(Exercise aim)
In the data below, which lines contain "Nodes"? List them by copying each one.

*** Opening Exercise inputs ***

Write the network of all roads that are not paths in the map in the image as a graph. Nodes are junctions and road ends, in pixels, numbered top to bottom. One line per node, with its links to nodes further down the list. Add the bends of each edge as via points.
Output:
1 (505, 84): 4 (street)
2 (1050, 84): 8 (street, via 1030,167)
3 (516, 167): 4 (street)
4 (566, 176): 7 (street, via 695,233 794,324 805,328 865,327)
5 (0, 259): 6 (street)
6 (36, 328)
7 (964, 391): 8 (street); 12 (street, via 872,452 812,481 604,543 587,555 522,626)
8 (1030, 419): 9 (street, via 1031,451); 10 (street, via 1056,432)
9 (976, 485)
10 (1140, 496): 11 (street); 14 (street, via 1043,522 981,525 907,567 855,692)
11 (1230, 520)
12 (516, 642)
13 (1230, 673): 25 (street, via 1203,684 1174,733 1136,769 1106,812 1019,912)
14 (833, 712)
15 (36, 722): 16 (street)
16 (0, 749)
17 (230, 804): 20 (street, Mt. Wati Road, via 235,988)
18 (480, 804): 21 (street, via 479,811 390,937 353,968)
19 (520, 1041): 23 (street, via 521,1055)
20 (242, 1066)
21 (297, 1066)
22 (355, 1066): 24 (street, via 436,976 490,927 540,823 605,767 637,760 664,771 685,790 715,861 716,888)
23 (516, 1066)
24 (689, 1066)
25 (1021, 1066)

*** Closing Exercise inputs ***
*** Opening Exercise inputs ***

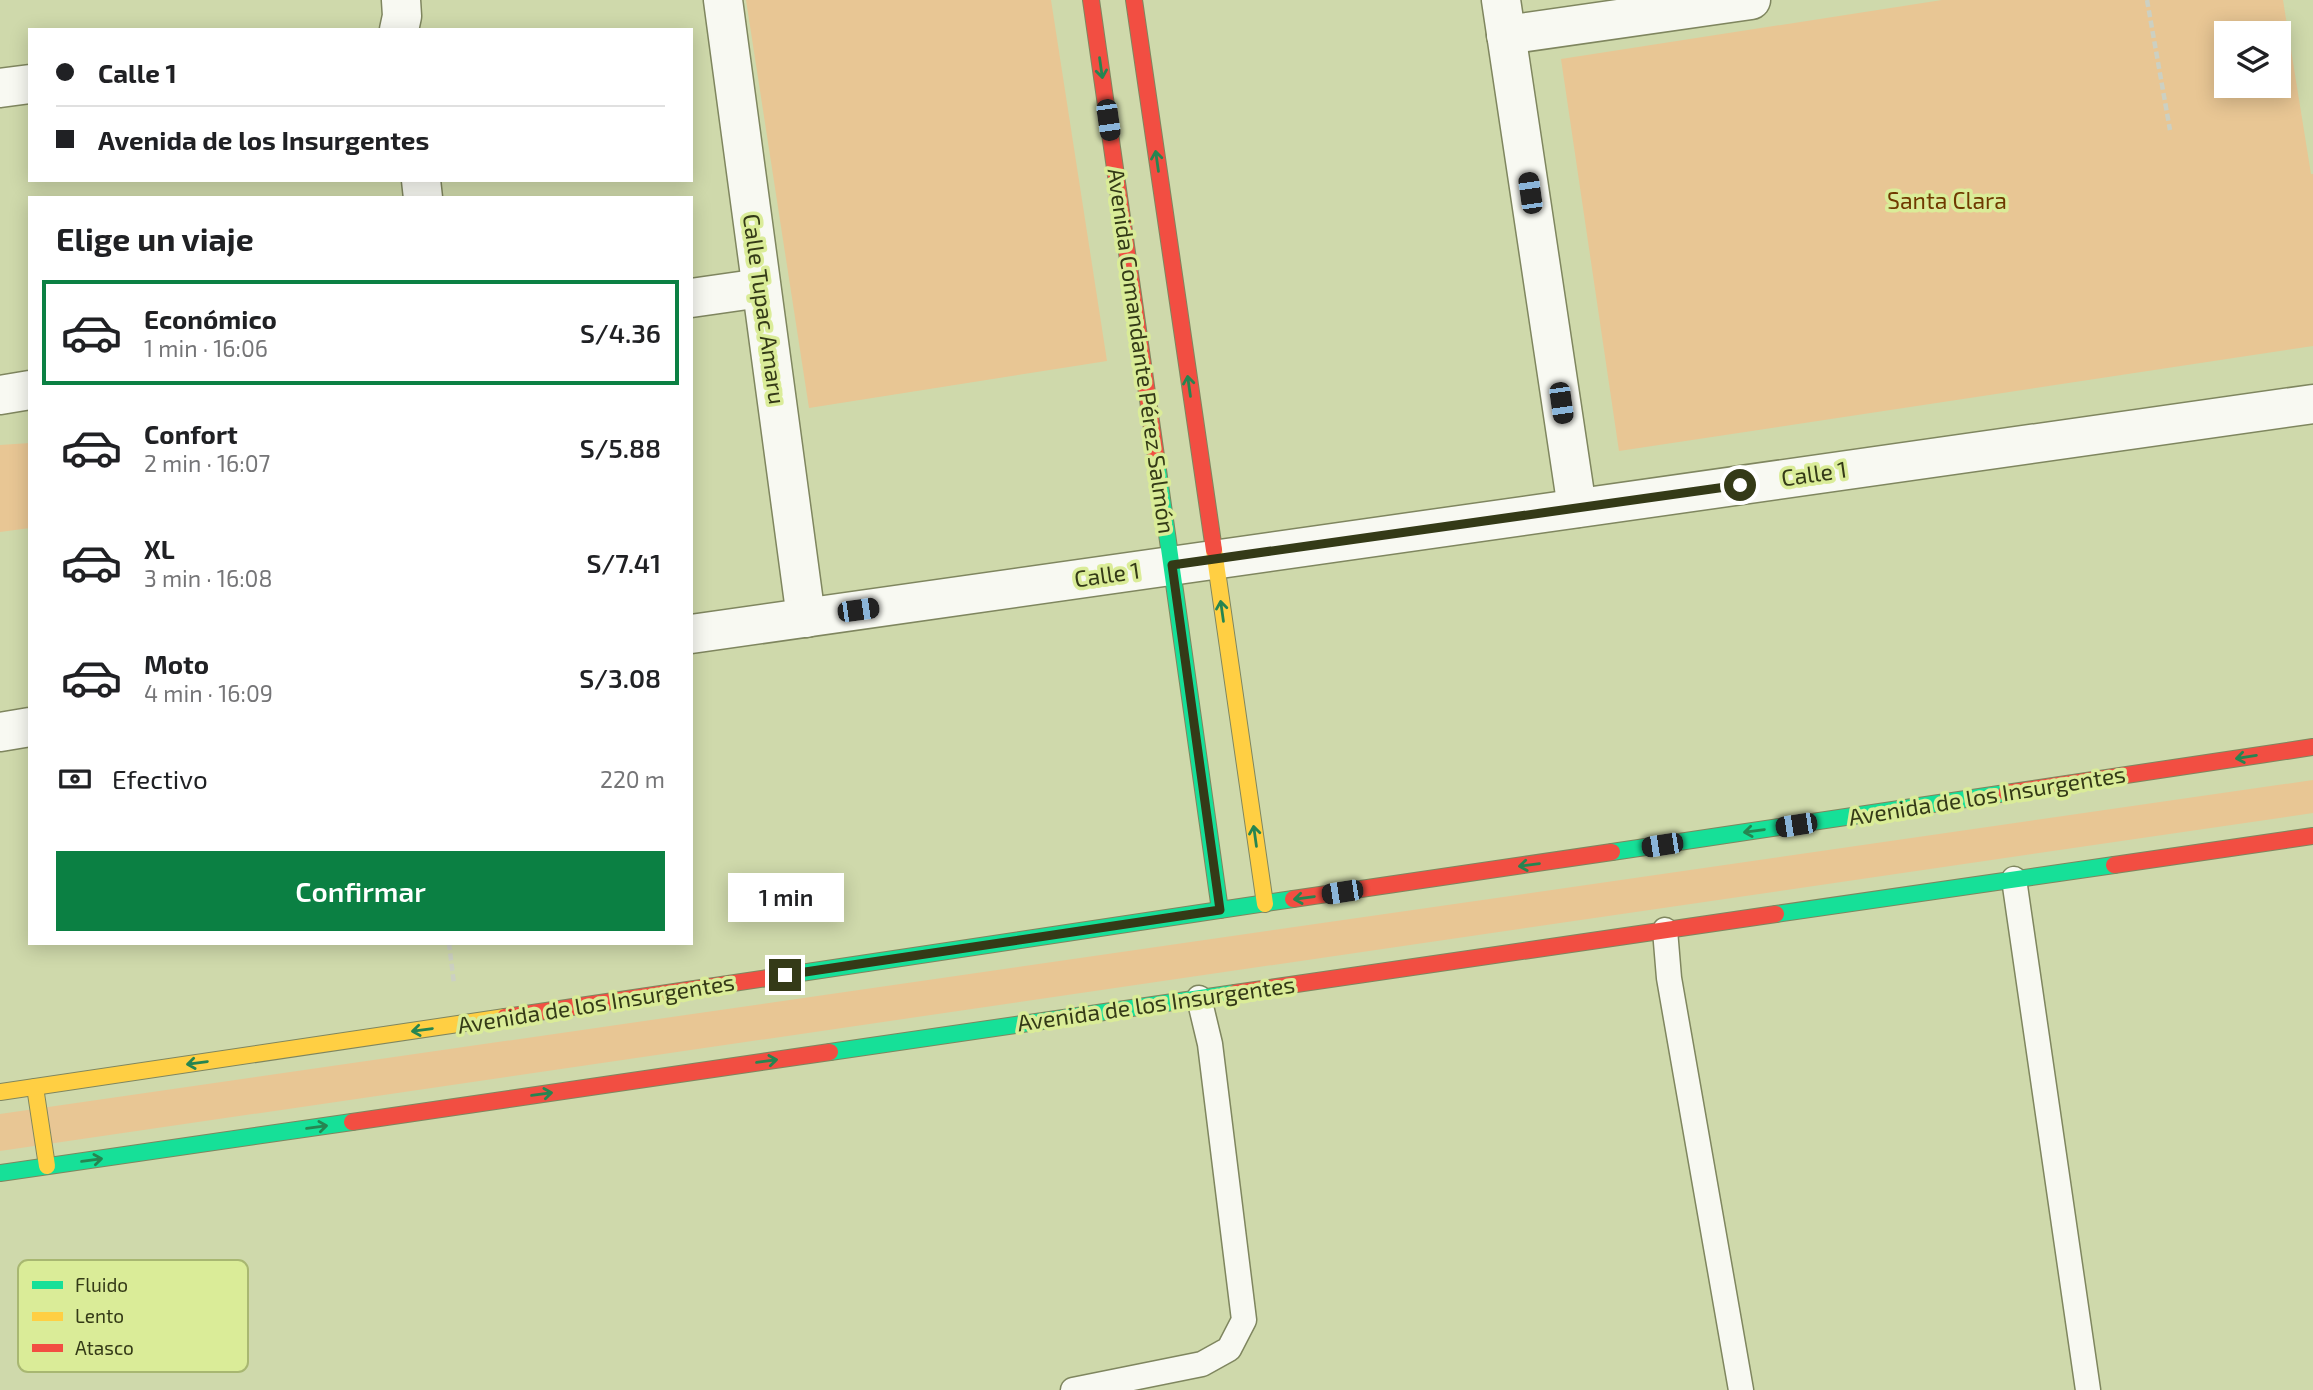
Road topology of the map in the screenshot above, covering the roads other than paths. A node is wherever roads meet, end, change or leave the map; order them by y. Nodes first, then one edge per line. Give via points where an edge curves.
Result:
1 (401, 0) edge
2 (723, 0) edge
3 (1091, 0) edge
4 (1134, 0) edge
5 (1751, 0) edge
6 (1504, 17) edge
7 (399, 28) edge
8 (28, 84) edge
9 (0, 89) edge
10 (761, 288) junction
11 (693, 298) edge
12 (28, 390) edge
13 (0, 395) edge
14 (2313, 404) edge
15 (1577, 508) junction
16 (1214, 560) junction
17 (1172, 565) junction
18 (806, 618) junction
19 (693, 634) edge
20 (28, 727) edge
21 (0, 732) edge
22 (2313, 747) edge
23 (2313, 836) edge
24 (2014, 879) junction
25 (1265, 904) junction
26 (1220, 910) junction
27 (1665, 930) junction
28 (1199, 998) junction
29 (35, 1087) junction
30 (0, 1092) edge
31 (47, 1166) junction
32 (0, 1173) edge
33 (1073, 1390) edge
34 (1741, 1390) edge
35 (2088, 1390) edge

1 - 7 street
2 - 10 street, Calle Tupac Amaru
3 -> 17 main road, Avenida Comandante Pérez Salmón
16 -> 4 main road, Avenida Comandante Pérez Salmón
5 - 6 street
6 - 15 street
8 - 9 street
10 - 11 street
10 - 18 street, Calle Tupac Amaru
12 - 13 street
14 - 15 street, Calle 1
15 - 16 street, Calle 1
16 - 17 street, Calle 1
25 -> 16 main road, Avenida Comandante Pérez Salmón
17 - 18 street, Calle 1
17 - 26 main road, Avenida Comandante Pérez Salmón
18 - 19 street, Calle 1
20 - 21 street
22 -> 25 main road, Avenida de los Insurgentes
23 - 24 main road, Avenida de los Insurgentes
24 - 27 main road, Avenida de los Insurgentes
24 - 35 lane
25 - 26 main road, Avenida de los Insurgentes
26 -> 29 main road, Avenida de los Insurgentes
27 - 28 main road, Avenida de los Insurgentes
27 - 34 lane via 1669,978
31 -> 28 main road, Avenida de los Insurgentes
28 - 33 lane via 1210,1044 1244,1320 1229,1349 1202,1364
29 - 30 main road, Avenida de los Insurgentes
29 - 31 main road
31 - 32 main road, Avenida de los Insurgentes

*** Closing Exercise inputs ***

(Response below)
Write the network of all roads that are not paths in the map in the image as a graph. Nodes are junctions and road ends, in pixels, numbered top to bottom. One line per node, with its links to nodes further down the list. Add the bends of each edge as via points.
Road topology of the map in the screenshot above, covering the roads other than paths. A node is wherever roads meet, end, change or leave the map; order them by y. Nodes first, then one edge per line. Give via points where an edge curves.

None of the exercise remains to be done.